Action item: The required output is a verbatim transcription of the listing, pictures excluded.

Records to use:
++++

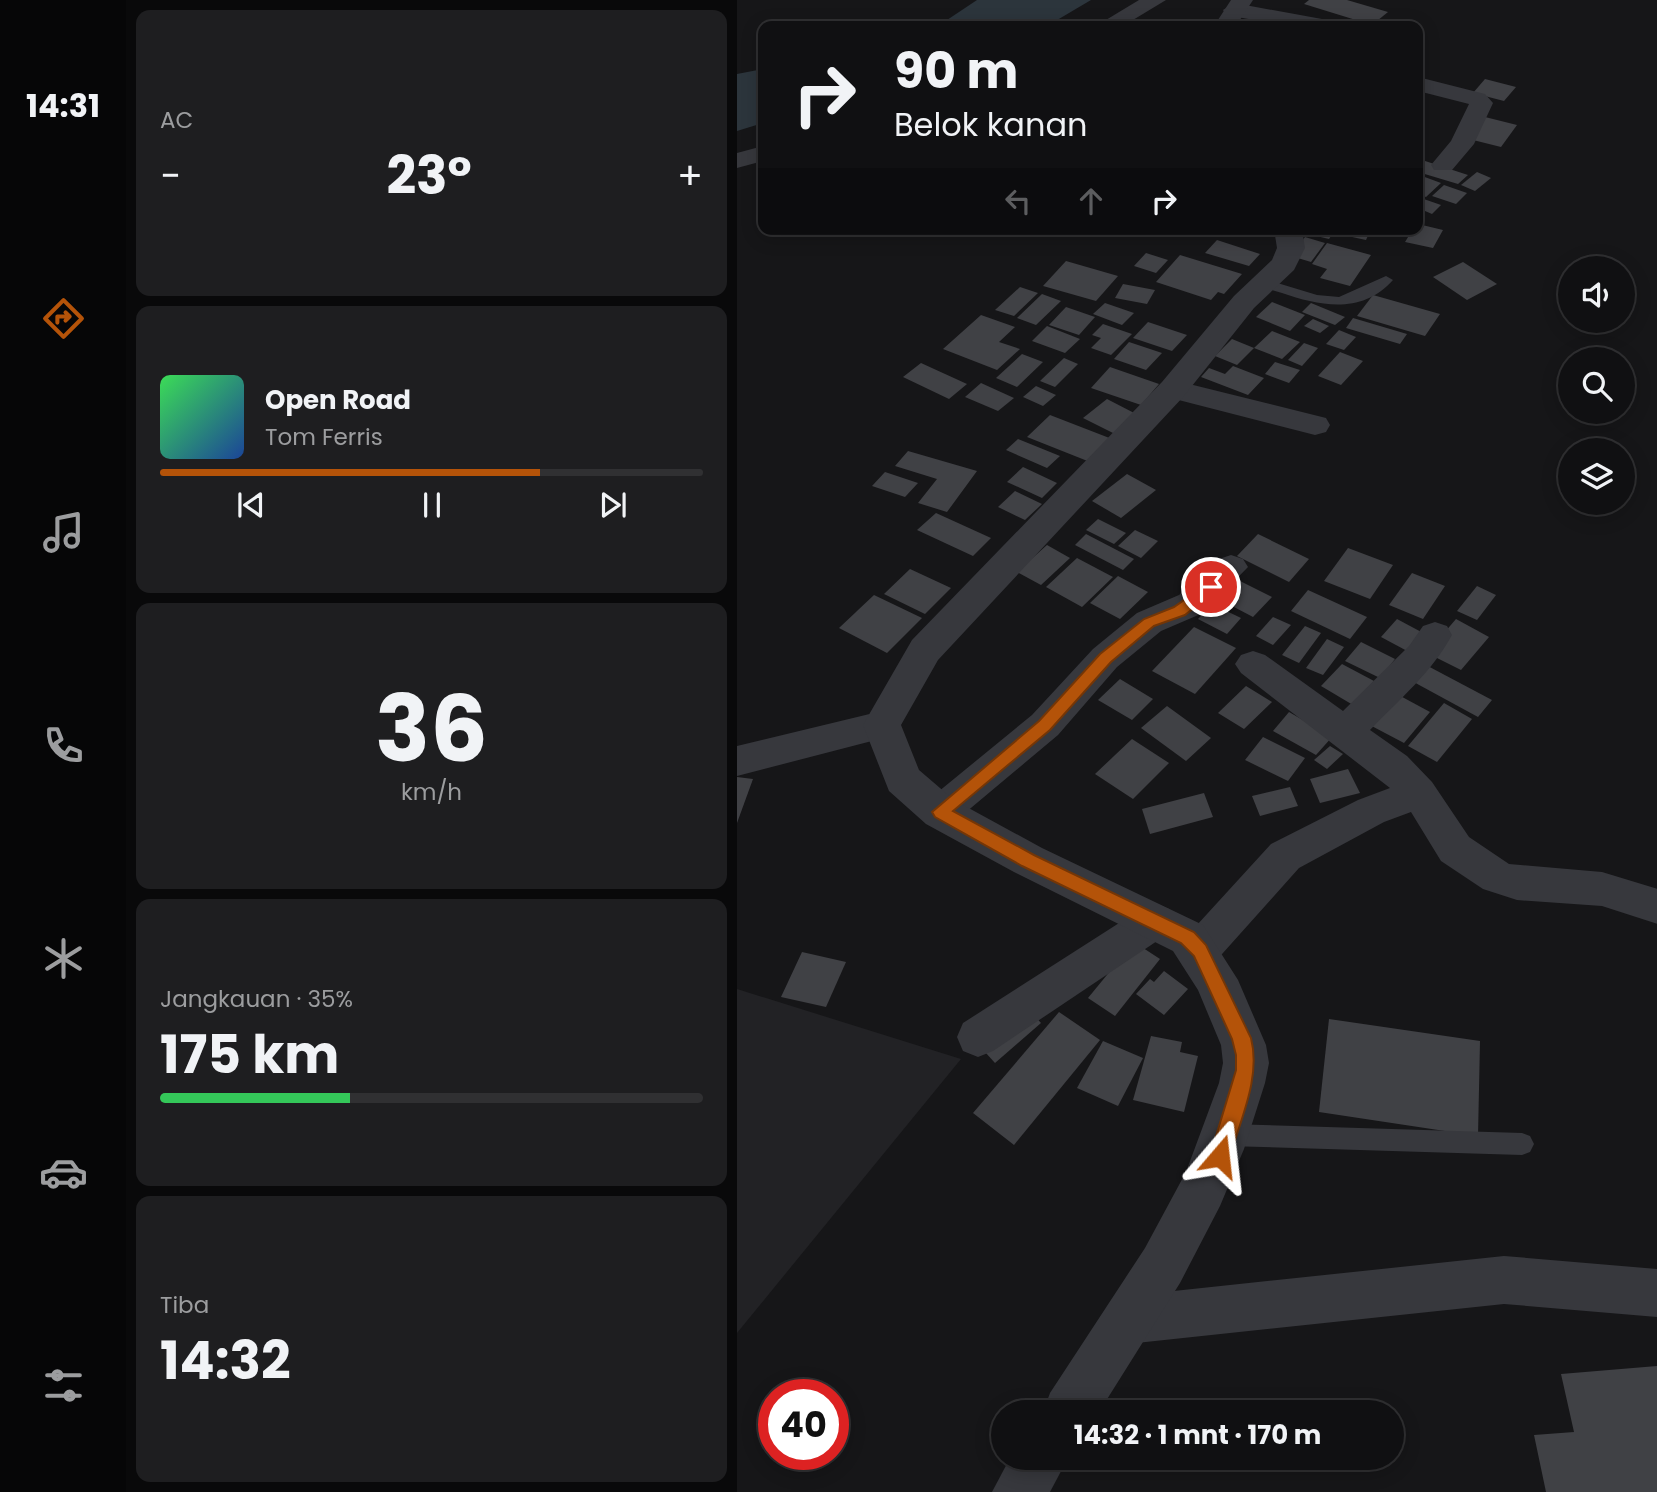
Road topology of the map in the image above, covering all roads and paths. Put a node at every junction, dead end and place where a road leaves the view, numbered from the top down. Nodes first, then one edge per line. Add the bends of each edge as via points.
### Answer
1 (1155, 0) edge
2 (1234, 12) edge
3 (1116, 21) edge
4 (1291, 21) edge
5 (1423, 85) edge
6 (758, 154) edge
7 (737, 160) edge
8 (1443, 164) dead end
9 (1288, 235) edge
10 (1386, 280) dead end
11 (1264, 283) junction
12 (1173, 389) junction
13 (1315, 425) dead end
14 (1231, 567) dead end
15 (1435, 635) dead end
16 (1253, 664) dead end
17 (882, 725) junction
18 (1344, 733) junction
19 (737, 761) edge
20 (1419, 793) junction
21 (940, 812) junction
22 (1657, 907) edge
23 (1155, 921) junction
24 (1200, 950) junction
25 (978, 1037) dead end
26 (1227, 1135) junction
27 (1522, 1144) dead end
28 (1657, 1293) edge
29 (1127, 1320) junction
30 (1077, 1400) edge
31 (1033, 1470) edge
32 (1019, 1492) edge

1 - 3 street
2 - 4 street
5 - 8 street via 1481,103 1462,145
6 - 7 street
9 - 11 street via 1288,258
10 - 11 lane via 1368,294 1339,304
11 - 12 street
12 - 13 street
12 - 17 street via 925,650
14 - 21 street via 1191,604 1149,622 1106,658 1045,725
15 - 18 street
16 - 18 street
17 - 19 street
17 - 21 street via 903,780
18 - 20 street via 1394,767
20 - 22 street via 1455,849 1497,877 1517,883 1602,889
20 - 24 street via 1371,811 1285,856
21 - 23 street
23 - 24 street via 1188,938
23 - 25 street
24 - 26 street via 1246,1055
26 - 27 lane
26 - 29 street via 1156,1277
28 - 29 street via 1505,1280
29 - 30 street
31 - 32 street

++++

Reply:
Road topology of the map in the image above, covering all roads and paths. Put a node at every junction, dead end and place where a road leaves the view, numbered from the top down. Nodes first, then one edge per line. Add the bends of each edge as via points.
### Answer
1 (1155, 0) edge
2 (1234, 12) edge
3 (1116, 21) edge
4 (1291, 21) edge
5 (1423, 85) edge
6 (758, 154) edge
7 (737, 160) edge
8 (1443, 164) dead end
9 (1288, 235) edge
10 (1386, 280) dead end
11 (1264, 283) junction
12 (1173, 389) junction
13 (1315, 425) dead end
14 (1231, 567) dead end
15 (1435, 635) dead end
16 (1253, 664) dead end
17 (882, 725) junction
18 (1344, 733) junction
19 (737, 761) edge
20 (1419, 793) junction
21 (940, 812) junction
22 (1657, 907) edge
23 (1155, 921) junction
24 (1200, 950) junction
25 (978, 1037) dead end
26 (1227, 1135) junction
27 (1522, 1144) dead end
28 (1657, 1293) edge
29 (1127, 1320) junction
30 (1077, 1400) edge
31 (1033, 1470) edge
32 (1019, 1492) edge

1 - 3 street
2 - 4 street
5 - 8 street via 1481,103 1462,145
6 - 7 street
9 - 11 street via 1288,258
10 - 11 lane via 1368,294 1339,304
11 - 12 street
12 - 13 street
12 - 17 street via 925,650
14 - 21 street via 1191,604 1149,622 1106,658 1045,725
15 - 18 street
16 - 18 street
17 - 19 street
17 - 21 street via 903,780
18 - 20 street via 1394,767
20 - 22 street via 1455,849 1497,877 1517,883 1602,889
20 - 24 street via 1371,811 1285,856
21 - 23 street
23 - 24 street via 1188,938
23 - 25 street
24 - 26 street via 1246,1055
26 - 27 lane
26 - 29 street via 1156,1277
28 - 29 street via 1505,1280
29 - 30 street
31 - 32 street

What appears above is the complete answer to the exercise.